During spawning, the female will release her eggs in mid-water and the male will fertilize them. Spawning seems to be triggered by tidal movements and the lunar cycle. The larvae of the Threadfin Butterflyfish will go through a stage called “tholichthys where they form a covering to protect them. They hatch in 28-30 hours after drifting around in the ocean as free-floating plankton.
These fish have rarely been seen breeding in captivity and although studies show that they are gonochoristic (they are either male or female and don’t change gender), they are almost impossible to sex from appearance only. So the chance of finding a mating pair in a home aquarium is almost nil.
No sexual difference is noted for this species.
Threadfin Butterfly Facts
- Species found in the Red Sea lack the distinctive Black Eye Spot on the rear of the dorsal fin
- It’s sometimes known as Chaetodon Auriga
- It is impossible to sex them from their looks
- At night their color darkens
- They can handle much lower temperatures than other Butterflyfish
- They form monogamous pairs for life but will find new partners if one of them dies
- In the wild, their eggs hatch within 30 hours of spawning
- In the wild, they feed in large schools
Auriga Butterflyfish Appearance
They have an oval body with white and black lines running up through their body away from their head. More markings run down towards the base of the fish.

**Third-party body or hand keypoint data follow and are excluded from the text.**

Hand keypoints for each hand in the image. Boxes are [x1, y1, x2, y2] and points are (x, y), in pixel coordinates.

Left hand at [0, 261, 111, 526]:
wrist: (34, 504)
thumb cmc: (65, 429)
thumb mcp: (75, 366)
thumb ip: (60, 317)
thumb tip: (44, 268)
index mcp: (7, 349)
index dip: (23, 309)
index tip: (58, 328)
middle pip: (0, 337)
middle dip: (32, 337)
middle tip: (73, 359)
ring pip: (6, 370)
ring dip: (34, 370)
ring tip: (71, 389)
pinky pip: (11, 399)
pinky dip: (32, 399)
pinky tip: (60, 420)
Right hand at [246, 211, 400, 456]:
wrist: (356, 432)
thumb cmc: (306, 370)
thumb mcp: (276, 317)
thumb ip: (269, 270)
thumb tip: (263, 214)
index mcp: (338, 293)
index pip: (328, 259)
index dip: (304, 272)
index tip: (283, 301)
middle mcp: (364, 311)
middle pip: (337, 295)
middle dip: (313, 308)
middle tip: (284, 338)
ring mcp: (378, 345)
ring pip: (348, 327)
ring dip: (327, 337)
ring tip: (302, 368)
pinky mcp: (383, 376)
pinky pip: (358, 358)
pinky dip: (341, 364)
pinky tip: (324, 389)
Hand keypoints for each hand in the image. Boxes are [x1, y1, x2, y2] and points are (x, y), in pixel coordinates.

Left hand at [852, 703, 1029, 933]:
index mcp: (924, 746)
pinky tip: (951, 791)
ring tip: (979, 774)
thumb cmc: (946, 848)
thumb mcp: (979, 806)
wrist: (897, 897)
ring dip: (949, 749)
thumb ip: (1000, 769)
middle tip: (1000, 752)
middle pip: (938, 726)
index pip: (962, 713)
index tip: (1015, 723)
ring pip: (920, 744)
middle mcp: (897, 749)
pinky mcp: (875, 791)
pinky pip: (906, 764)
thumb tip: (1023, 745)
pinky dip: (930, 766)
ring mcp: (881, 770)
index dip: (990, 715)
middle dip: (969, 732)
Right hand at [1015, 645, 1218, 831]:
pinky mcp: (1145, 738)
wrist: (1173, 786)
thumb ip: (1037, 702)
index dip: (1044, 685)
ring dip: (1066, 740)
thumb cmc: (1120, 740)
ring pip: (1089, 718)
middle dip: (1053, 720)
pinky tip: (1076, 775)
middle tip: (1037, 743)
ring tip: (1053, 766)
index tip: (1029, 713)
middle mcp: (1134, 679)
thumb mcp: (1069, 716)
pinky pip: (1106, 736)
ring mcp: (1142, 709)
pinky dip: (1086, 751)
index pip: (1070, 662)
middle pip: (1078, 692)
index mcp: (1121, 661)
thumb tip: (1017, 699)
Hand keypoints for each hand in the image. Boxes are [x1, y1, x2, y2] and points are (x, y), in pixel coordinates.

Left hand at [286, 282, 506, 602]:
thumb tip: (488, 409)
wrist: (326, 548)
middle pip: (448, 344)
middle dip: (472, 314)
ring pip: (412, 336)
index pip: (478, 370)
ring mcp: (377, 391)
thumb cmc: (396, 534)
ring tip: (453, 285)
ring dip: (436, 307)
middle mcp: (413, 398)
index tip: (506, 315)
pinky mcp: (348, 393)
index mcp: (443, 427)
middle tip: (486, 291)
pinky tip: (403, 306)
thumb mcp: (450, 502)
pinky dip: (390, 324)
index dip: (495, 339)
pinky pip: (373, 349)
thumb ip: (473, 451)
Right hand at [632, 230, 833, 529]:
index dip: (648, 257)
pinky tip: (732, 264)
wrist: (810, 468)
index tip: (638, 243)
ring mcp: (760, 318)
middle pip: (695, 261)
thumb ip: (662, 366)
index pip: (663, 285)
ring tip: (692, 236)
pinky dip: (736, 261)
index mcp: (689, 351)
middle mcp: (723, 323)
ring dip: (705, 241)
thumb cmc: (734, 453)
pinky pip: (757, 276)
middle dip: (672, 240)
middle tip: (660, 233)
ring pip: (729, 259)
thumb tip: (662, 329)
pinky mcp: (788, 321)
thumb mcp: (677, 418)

They have a thicker black bar that runs through their eye and a false eyespot on its dorsal fin. However, Red Sea specimens tend to lose the eyespot (which is there to confuse predators). Overall they have a lovely yellow, white and black color with blue and black edging on their fins. But what makes them so attractive, is their striking black false eyespot on the dorsal fin.
As with many species of fish, the Butterfly’s color and markings can vary with the region of origin, size of fish and even time of day. They go darker at night as a form of camouflage and blend into the rocks to rest or sleep. If you want to know if the Auriga Butterflyfish sleeps, it’s worth reading our article: do fish sleep? Read if they do or not in this article. It’s an interesting topic.
Conclusion: Auriga Butterflyfish Care Guide
These wonderful fish will grace any saltwater aquarium and adapt to their new home better than any other Butterflyfish we know.
Being a hardy fish, the Auriga Butterflyfish is one of the easier of the Butterflyfish species for the beginner aquarist. They tend to acclimate quickly, are generally resistant to disease and happily eat a large variety of foods. Although they need a larger aquarium than other fish, the water temperature is relatively easy to stabilize; preferring a temperature of between 72.0 to 82.0° F (22.2 to 27.8° C), they actually survive in the wild in lower temperatures – one of the factors which make the Auriga Butterflyfish a hardy and sturdy aquarium resident.
Inexpensive, easy to feed and readily available makes them a winner in our book. Don’t confuse this fish with the Saddleback Butterflyfish which looks similar: It has been reported that a hybrid of the two species has been seen, but this has not been confirmed and no hybrid species is yet to be seen for sale to the public.